There’s an old saying … “S**t happens”. That’s true in all areas of life, but it seems to be very true in the IT world. Maybe it’s because we rely on our PCs for so much of our lives these days.
A good rule of thumb is to plan for likely breakdowns right from the start. Here’s a good example: planning for a server breakdown.
Looking at a server, what is most likely to break down? Like most computers, the most likely things to break are those that have mechanical parts in them – things like the power supply or hard drives.
An example of a good disaster recovery “rule of thumb” might be to order an extra hard drive at the time you originally order a RAID-based server. This might not seem to be common sense, but hear me out. Although hard drives have consistently gone down in price, those regular changes lead to drives with different mechanical and physical specs. Replacing a drive in a RAID with one that has different specs just asks for trouble.

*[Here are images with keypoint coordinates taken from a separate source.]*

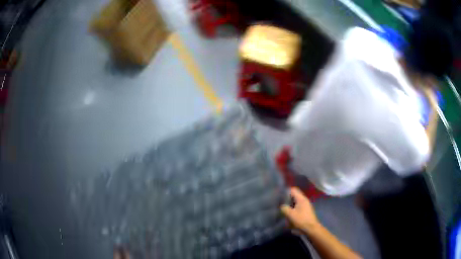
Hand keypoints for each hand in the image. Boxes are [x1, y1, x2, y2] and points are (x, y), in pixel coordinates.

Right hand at [280, 187, 319, 233]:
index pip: (293, 190)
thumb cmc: (301, 220)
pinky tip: (289, 213)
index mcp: (301, 199)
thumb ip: (284, 208)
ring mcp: (306, 205)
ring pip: (296, 201)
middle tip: (279, 202)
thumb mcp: (290, 214)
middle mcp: (304, 200)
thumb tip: (281, 206)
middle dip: (287, 198)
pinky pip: (298, 206)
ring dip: (290, 204)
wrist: (311, 229)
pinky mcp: (305, 211)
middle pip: (294, 195)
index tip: (279, 195)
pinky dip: (293, 208)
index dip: (286, 191)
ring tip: (283, 208)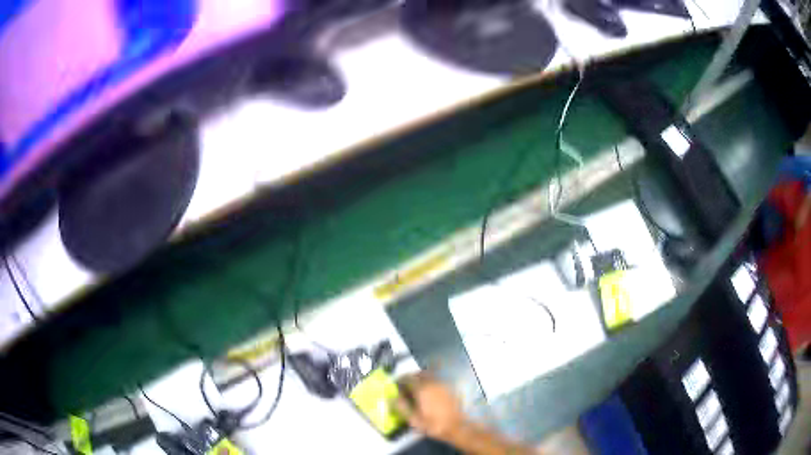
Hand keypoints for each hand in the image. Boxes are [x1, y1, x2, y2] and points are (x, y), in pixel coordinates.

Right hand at [394, 373, 467, 443]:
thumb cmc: (434, 425)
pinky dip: (430, 383)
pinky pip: (437, 380)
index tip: (396, 386)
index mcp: (422, 389)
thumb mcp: (414, 420)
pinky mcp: (450, 388)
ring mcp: (443, 384)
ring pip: (429, 376)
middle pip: (419, 374)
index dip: (400, 380)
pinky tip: (429, 393)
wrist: (457, 427)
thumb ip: (401, 407)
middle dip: (410, 378)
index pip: (407, 378)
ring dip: (420, 379)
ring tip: (416, 390)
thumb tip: (392, 398)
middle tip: (405, 387)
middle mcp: (433, 383)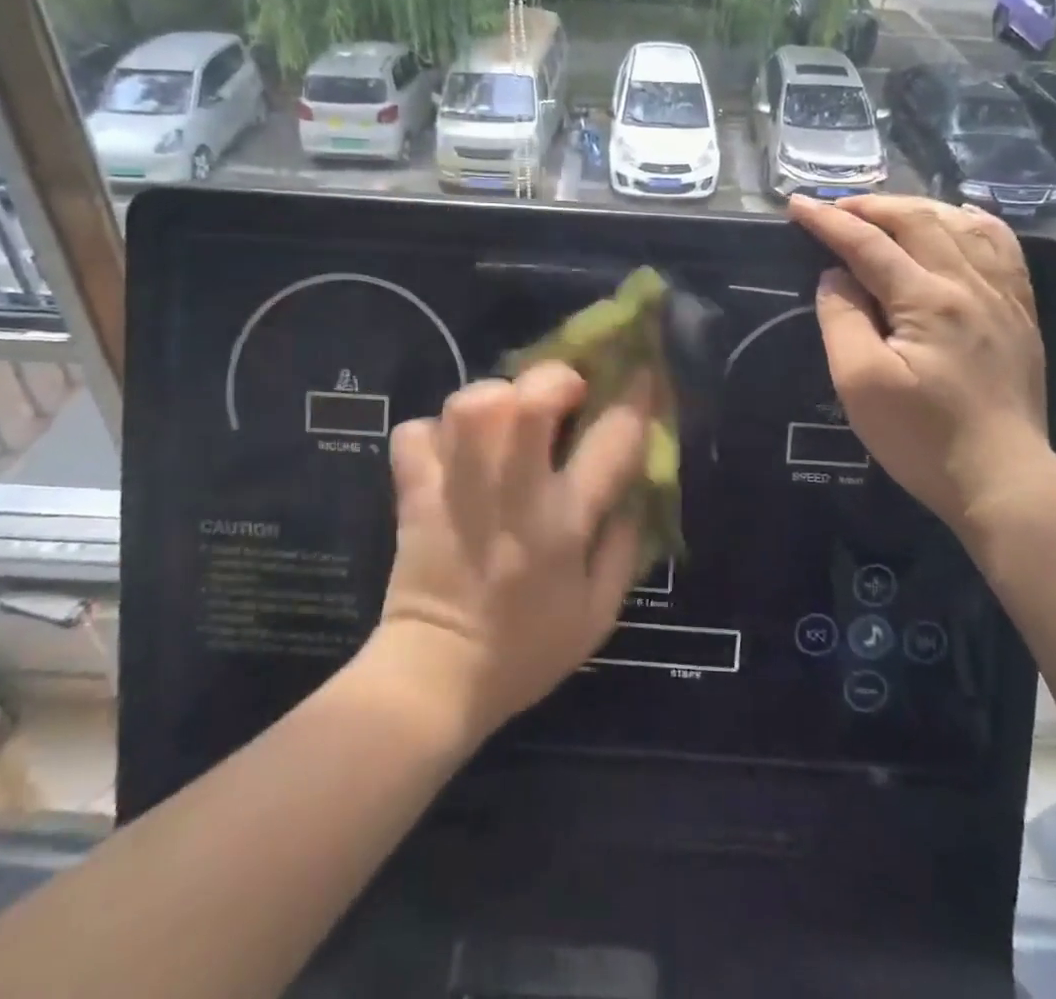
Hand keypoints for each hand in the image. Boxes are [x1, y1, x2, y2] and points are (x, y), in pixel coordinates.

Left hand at [374, 363, 650, 738]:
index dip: (634, 398)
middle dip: (553, 379)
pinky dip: (433, 432)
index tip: (640, 376)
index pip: (612, 441)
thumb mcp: (599, 613)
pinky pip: (415, 434)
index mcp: (563, 522)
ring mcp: (457, 490)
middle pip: (528, 401)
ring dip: (494, 398)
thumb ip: (624, 546)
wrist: (436, 679)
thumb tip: (634, 490)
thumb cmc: (526, 650)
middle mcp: (512, 494)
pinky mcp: (415, 494)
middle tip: (561, 395)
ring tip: (505, 419)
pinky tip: (453, 450)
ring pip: (470, 406)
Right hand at [786, 194, 1053, 524]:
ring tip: (884, 211)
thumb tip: (835, 277)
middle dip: (869, 206)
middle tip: (834, 208)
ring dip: (916, 208)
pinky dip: (972, 222)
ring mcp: (1003, 295)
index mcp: (927, 300)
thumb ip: (842, 320)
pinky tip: (958, 219)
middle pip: (917, 221)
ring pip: (961, 224)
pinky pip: (1002, 246)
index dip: (828, 221)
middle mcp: (970, 284)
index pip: (868, 244)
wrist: (1003, 480)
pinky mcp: (1020, 312)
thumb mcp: (860, 384)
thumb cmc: (922, 437)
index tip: (796, 204)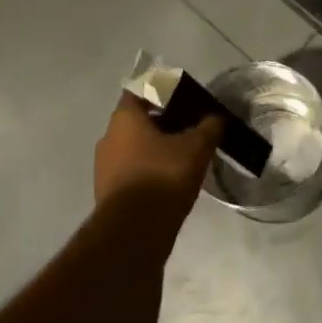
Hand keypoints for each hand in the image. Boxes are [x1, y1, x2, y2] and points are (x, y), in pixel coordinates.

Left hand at [94, 92, 220, 224]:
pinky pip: (131, 170)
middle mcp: (108, 138)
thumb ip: (209, 126)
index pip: (141, 90)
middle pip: (138, 120)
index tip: (184, 97)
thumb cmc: (163, 175)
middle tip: (190, 126)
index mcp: (125, 118)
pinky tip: (171, 179)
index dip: (163, 90)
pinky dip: (149, 169)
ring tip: (184, 154)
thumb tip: (217, 117)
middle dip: (163, 121)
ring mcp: (104, 167)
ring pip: (134, 146)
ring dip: (156, 147)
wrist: (134, 232)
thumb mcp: (197, 146)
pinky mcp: (108, 193)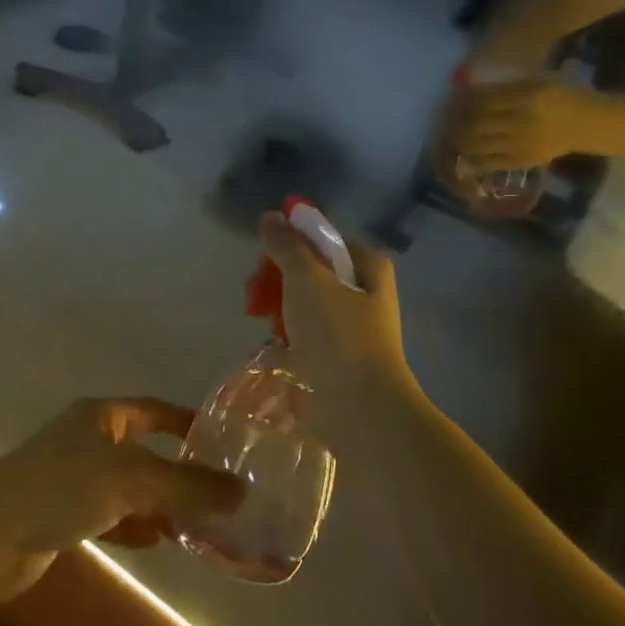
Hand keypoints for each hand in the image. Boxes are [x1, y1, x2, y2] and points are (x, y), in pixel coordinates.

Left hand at [0, 397, 245, 600]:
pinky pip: (109, 514)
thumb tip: (242, 493)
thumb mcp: (132, 479)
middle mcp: (87, 439)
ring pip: (128, 486)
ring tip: (196, 522)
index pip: (155, 410)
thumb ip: (186, 486)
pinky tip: (156, 540)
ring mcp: (72, 477)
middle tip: (217, 491)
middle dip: (178, 470)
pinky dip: (133, 525)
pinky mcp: (61, 513)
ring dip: (158, 502)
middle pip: (144, 450)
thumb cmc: (62, 487)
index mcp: (102, 416)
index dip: (188, 421)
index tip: (223, 440)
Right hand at [257, 213, 410, 402]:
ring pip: (308, 302)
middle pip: (312, 270)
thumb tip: (271, 216)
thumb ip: (286, 245)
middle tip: (255, 296)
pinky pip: (309, 332)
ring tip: (263, 324)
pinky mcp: (343, 356)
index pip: (322, 239)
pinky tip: (275, 345)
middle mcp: (367, 292)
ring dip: (281, 307)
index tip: (264, 261)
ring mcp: (356, 326)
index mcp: (368, 266)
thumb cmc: (337, 336)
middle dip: (279, 278)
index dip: (290, 244)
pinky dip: (291, 334)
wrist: (362, 409)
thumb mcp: (307, 279)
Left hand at [447, 76, 613, 171]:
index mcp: (527, 96)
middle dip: (453, 120)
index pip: (482, 99)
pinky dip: (470, 159)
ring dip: (457, 139)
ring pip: (475, 143)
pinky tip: (463, 153)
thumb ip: (504, 87)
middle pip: (473, 122)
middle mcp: (522, 121)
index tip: (452, 99)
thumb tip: (467, 91)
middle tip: (446, 118)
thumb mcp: (537, 82)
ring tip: (451, 134)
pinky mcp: (522, 161)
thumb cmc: (562, 98)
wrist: (590, 125)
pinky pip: (487, 163)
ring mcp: (521, 144)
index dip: (461, 100)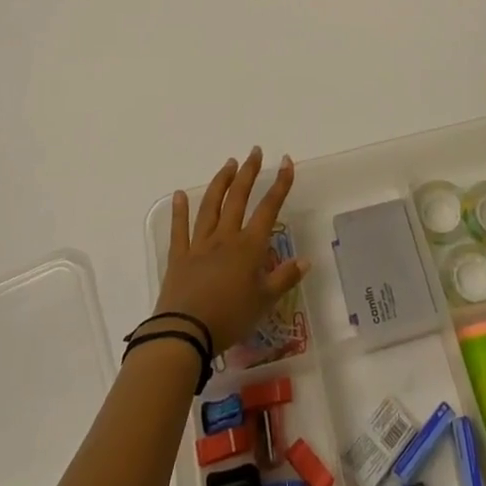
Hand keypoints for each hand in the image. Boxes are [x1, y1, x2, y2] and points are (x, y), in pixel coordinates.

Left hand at [155, 148, 308, 355]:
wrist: (185, 333)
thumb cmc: (230, 317)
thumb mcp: (265, 302)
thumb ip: (284, 278)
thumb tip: (306, 260)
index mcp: (249, 246)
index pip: (269, 208)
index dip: (280, 184)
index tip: (286, 161)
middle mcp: (225, 237)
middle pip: (238, 198)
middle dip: (249, 173)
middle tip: (255, 152)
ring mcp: (200, 244)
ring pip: (211, 206)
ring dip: (221, 182)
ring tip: (229, 164)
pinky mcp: (179, 257)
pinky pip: (179, 229)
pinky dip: (179, 210)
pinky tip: (180, 194)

In the above situation, if a drive in your RAID fails, you can immediately open the replacement drive and initiate a re-build of your RAID array. If you did not have such a drive on-hand, you would have to a) frantically look around for a drive with the proper specs, b) order the drive with priority (I.e. expensive) shipping, c) wait for the delivery, and d) then re-build your drive.
As an “experienced” (I.e. smart) IT manager, it makes sense to plan for a server breakdown and have a replacement part on the shelf. Less “down time” means a faster availability of the server and a smoother-running IT function.